___ Excerpted records

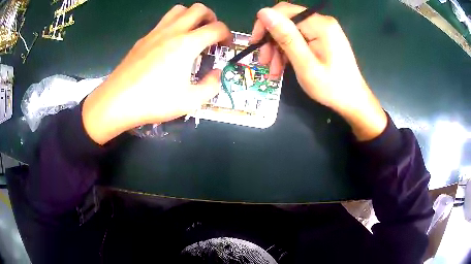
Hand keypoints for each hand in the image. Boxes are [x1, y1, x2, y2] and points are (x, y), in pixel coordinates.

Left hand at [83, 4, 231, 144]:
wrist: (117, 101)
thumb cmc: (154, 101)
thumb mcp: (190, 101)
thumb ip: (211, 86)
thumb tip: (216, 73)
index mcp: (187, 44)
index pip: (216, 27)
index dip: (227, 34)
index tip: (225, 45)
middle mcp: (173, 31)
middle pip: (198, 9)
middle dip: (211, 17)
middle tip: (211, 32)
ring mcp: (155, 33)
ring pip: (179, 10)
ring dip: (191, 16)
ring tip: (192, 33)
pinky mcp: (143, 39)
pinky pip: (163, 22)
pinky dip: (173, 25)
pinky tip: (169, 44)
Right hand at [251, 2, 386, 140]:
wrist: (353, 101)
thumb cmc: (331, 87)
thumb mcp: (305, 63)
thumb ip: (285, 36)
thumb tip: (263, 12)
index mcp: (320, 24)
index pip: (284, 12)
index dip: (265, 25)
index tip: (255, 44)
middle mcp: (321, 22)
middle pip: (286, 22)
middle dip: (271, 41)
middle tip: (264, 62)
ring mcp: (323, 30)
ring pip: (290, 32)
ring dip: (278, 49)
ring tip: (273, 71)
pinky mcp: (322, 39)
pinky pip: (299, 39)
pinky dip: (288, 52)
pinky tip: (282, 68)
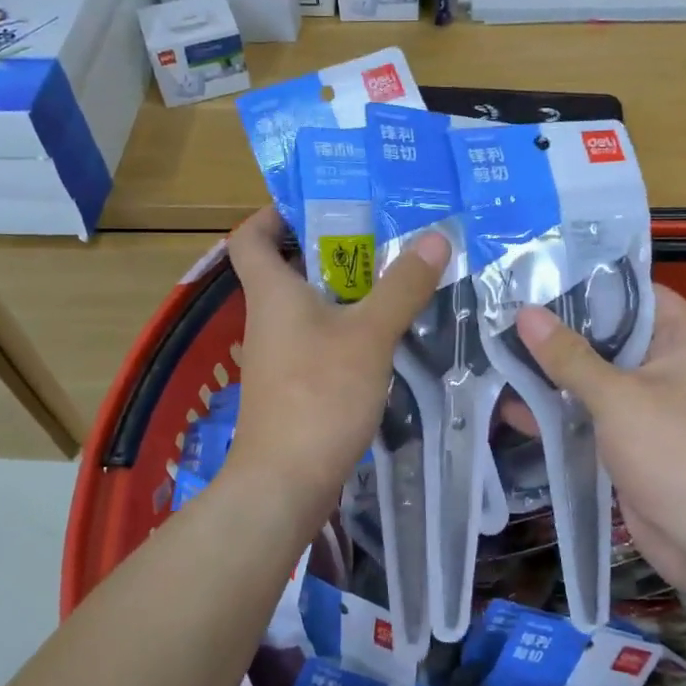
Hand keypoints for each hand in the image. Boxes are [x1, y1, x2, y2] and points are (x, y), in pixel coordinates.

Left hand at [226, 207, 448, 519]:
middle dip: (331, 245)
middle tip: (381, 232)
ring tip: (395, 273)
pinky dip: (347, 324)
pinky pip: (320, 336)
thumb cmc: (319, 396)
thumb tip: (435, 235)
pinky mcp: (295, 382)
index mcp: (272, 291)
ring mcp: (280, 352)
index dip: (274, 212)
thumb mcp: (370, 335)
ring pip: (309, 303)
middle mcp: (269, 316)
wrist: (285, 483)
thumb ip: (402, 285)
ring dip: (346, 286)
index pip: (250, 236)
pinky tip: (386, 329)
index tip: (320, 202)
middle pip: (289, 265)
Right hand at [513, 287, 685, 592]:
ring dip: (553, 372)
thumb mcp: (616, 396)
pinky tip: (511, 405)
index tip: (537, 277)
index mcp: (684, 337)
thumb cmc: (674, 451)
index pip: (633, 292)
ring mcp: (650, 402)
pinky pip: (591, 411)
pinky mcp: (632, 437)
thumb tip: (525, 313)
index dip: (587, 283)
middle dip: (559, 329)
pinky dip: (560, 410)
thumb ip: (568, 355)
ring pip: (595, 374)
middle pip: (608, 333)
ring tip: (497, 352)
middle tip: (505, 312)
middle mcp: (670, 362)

______
___ Excerpted records

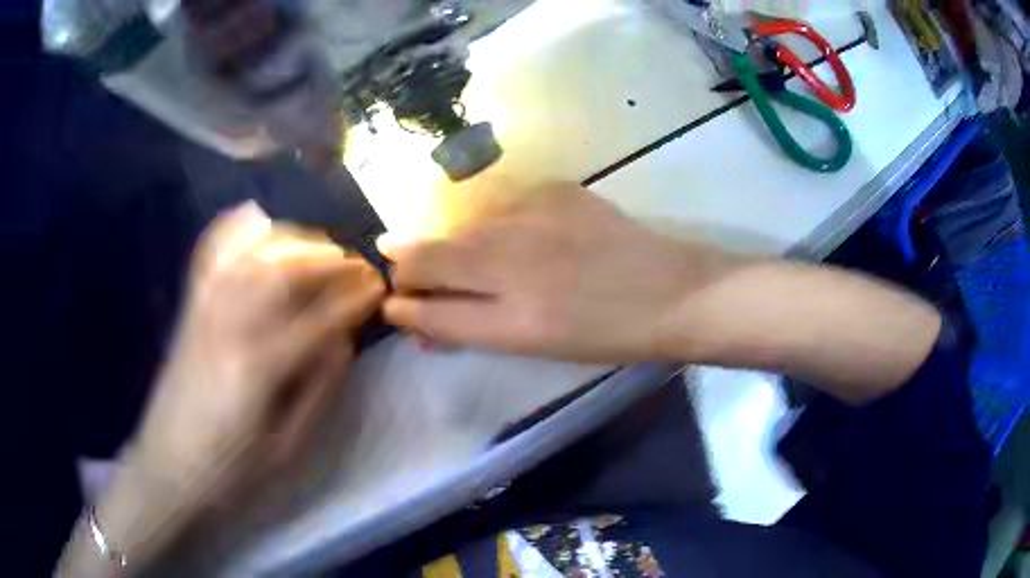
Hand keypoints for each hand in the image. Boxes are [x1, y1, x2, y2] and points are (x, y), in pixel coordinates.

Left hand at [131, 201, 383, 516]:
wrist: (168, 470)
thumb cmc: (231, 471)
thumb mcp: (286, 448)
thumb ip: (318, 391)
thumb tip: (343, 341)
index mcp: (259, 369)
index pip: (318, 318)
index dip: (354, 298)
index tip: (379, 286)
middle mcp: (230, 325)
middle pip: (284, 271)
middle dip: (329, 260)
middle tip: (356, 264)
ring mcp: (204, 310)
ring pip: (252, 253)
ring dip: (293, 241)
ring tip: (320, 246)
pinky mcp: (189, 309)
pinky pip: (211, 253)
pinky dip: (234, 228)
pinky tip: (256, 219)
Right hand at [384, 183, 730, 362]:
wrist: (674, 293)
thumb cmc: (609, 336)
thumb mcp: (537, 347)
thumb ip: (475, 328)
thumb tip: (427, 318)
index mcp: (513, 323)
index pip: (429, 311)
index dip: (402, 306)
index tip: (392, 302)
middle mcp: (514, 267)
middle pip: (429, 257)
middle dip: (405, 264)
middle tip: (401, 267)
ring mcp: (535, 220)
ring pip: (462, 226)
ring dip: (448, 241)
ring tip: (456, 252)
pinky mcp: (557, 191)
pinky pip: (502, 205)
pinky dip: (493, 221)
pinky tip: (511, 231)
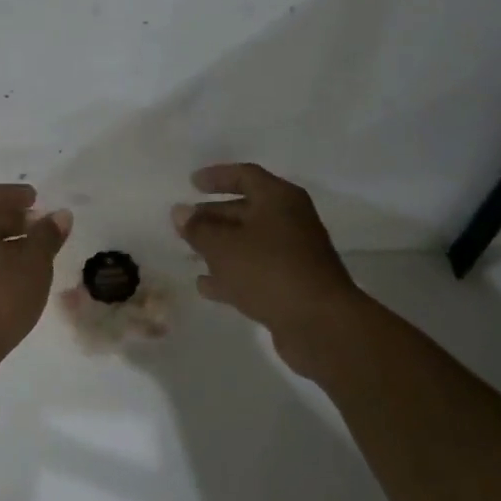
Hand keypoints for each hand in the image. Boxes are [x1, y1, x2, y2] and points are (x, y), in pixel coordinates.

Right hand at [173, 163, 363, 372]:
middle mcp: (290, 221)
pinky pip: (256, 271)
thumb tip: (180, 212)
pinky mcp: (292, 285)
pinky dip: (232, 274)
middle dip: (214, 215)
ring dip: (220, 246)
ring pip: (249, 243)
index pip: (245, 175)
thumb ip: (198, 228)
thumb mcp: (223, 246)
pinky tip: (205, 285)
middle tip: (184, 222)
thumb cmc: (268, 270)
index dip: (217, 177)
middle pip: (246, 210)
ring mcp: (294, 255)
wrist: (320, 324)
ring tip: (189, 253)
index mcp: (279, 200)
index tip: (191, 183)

______
___ Excerpted records

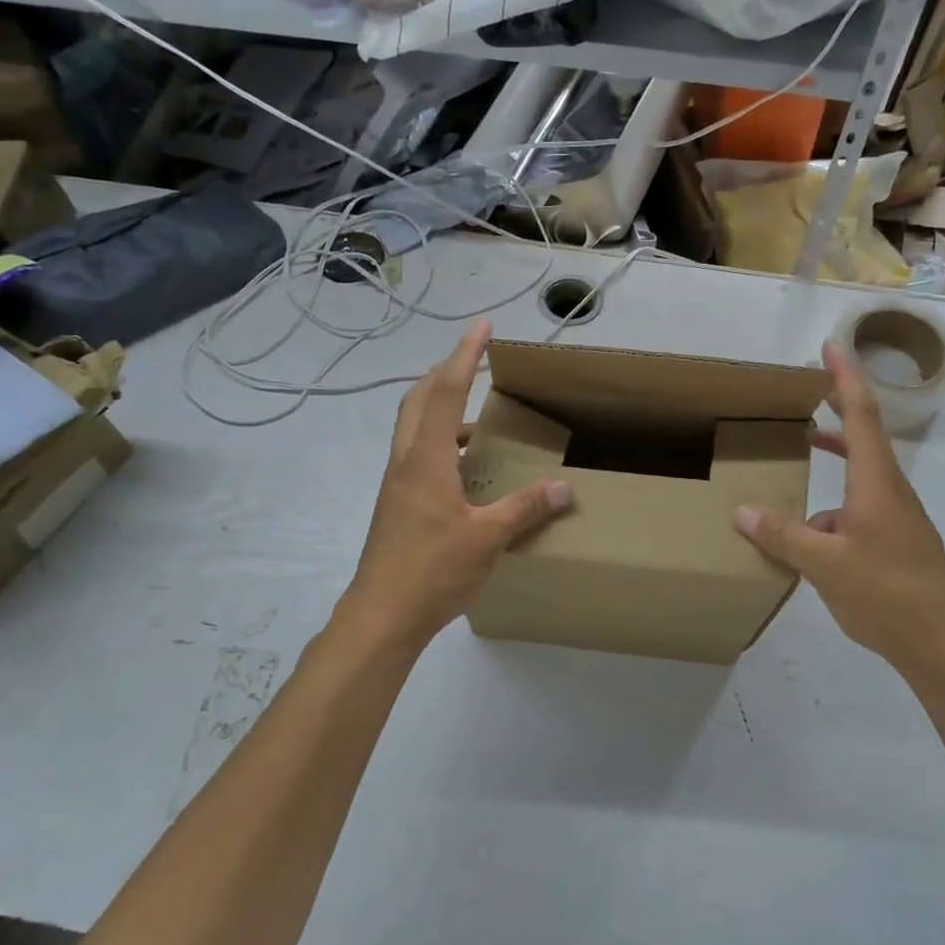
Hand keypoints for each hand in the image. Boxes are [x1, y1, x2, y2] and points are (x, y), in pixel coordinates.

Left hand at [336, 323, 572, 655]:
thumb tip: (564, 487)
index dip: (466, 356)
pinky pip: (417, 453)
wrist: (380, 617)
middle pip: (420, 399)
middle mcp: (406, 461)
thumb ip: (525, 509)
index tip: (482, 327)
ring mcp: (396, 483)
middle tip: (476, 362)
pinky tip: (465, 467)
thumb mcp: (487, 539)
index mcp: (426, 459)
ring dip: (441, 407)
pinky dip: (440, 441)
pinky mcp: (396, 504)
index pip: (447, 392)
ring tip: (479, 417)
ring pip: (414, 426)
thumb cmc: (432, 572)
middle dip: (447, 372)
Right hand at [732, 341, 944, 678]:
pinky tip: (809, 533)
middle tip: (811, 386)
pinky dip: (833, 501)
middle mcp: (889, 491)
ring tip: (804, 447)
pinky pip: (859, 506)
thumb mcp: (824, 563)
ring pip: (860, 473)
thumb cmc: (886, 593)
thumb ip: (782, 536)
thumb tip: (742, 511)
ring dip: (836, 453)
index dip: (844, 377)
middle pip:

______

Your answer should be the exact lines above from the one containing "index mcp: (320, 24)" through the one containing "wrist: (285, 483)", with both end lines kept and the pictures removed, please.

index mcp: (320, 24)
index pip: (284, 12)
index dip: (265, 25)
index tip: (255, 44)
middle mcp: (321, 22)
middle pip: (286, 22)
middle dip: (271, 41)
middle tip: (264, 62)
ring mcp: (323, 30)
ring pip: (290, 32)
ring dip: (278, 49)
ring tip: (273, 71)
pinky mcp: (322, 39)
pinky pip: (299, 39)
pinky dip: (288, 52)
pinky tip: (282, 68)
Hand keypoints for each hand in the image. Boxes are [x1, y1, x2, y2] and points are (x, y), in pixel coordinates.

Left hand at [226, 207, 448, 519]:
middle dip: (331, 245)
middle tip: (381, 232)
ring tip: (395, 273)
pinky dip: (347, 324)
pinky pip: (320, 336)
thumb cmc: (319, 396)
thumb tip: (435, 235)
pinky mcp: (295, 382)
index mcp: (272, 291)
ring mcp: (280, 352)
index dip: (274, 212)
thumb mcp: (370, 335)
ring pip: (309, 303)
middle mcp: (269, 316)
wrist: (285, 483)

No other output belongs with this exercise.